- **WHAT IS EXPECTED**
These entries must be printed again exactly as they are.

- **Collected data entries**
# # # #

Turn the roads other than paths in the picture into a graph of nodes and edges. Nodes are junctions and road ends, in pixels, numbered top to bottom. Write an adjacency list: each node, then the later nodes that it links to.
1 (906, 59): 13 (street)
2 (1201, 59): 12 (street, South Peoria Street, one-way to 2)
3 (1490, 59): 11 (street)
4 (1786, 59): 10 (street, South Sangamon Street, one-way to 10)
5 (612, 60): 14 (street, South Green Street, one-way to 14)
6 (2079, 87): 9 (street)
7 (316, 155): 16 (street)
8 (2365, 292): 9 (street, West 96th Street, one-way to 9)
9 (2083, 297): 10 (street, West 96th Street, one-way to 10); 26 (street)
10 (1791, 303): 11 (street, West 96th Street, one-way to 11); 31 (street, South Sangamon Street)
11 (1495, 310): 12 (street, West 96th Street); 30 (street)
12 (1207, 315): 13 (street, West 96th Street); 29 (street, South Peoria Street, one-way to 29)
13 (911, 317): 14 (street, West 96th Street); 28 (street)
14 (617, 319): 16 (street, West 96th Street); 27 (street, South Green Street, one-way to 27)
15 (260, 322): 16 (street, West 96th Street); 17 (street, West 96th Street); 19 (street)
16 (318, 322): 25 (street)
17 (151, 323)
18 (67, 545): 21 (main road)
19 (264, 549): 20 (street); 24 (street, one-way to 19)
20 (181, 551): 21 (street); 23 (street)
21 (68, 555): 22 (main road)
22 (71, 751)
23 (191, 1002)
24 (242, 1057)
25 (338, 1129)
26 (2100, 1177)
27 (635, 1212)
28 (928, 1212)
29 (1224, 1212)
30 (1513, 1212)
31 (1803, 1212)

# # # #

- **EXPECTED OUTPUT**
Turn the roads other than paths in the picture into a graph of nodes and edges. Nodes are junctions and road ends, in pixels, numbered top to bottom. Write an adjacency list: each node, then the later nodes that it links to.
1 (906, 59): 13 (street)
2 (1201, 59): 12 (street, South Peoria Street, one-way to 2)
3 (1490, 59): 11 (street)
4 (1786, 59): 10 (street, South Sangamon Street, one-way to 10)
5 (612, 60): 14 (street, South Green Street, one-way to 14)
6 (2079, 87): 9 (street)
7 (316, 155): 16 (street)
8 (2365, 292): 9 (street, West 96th Street, one-way to 9)
9 (2083, 297): 10 (street, West 96th Street, one-way to 10); 26 (street)
10 (1791, 303): 11 (street, West 96th Street, one-way to 11); 31 (street, South Sangamon Street)
11 (1495, 310): 12 (street, West 96th Street); 30 (street)
12 (1207, 315): 13 (street, West 96th Street); 29 (street, South Peoria Street, one-way to 29)
13 (911, 317): 14 (street, West 96th Street); 28 (street)
14 (617, 319): 16 (street, West 96th Street); 27 (street, South Green Street, one-way to 27)
15 (260, 322): 16 (street, West 96th Street); 17 (street, West 96th Street); 19 (street)
16 (318, 322): 25 (street)
17 (151, 323)
18 (67, 545): 21 (main road)
19 (264, 549): 20 (street); 24 (street, one-way to 19)
20 (181, 551): 21 (street); 23 (street)
21 (68, 555): 22 (main road)
22 (71, 751)
23 (191, 1002)
24 (242, 1057)
25 (338, 1129)
26 (2100, 1177)
27 (635, 1212)
28 (928, 1212)
29 (1224, 1212)
30 (1513, 1212)
31 (1803, 1212)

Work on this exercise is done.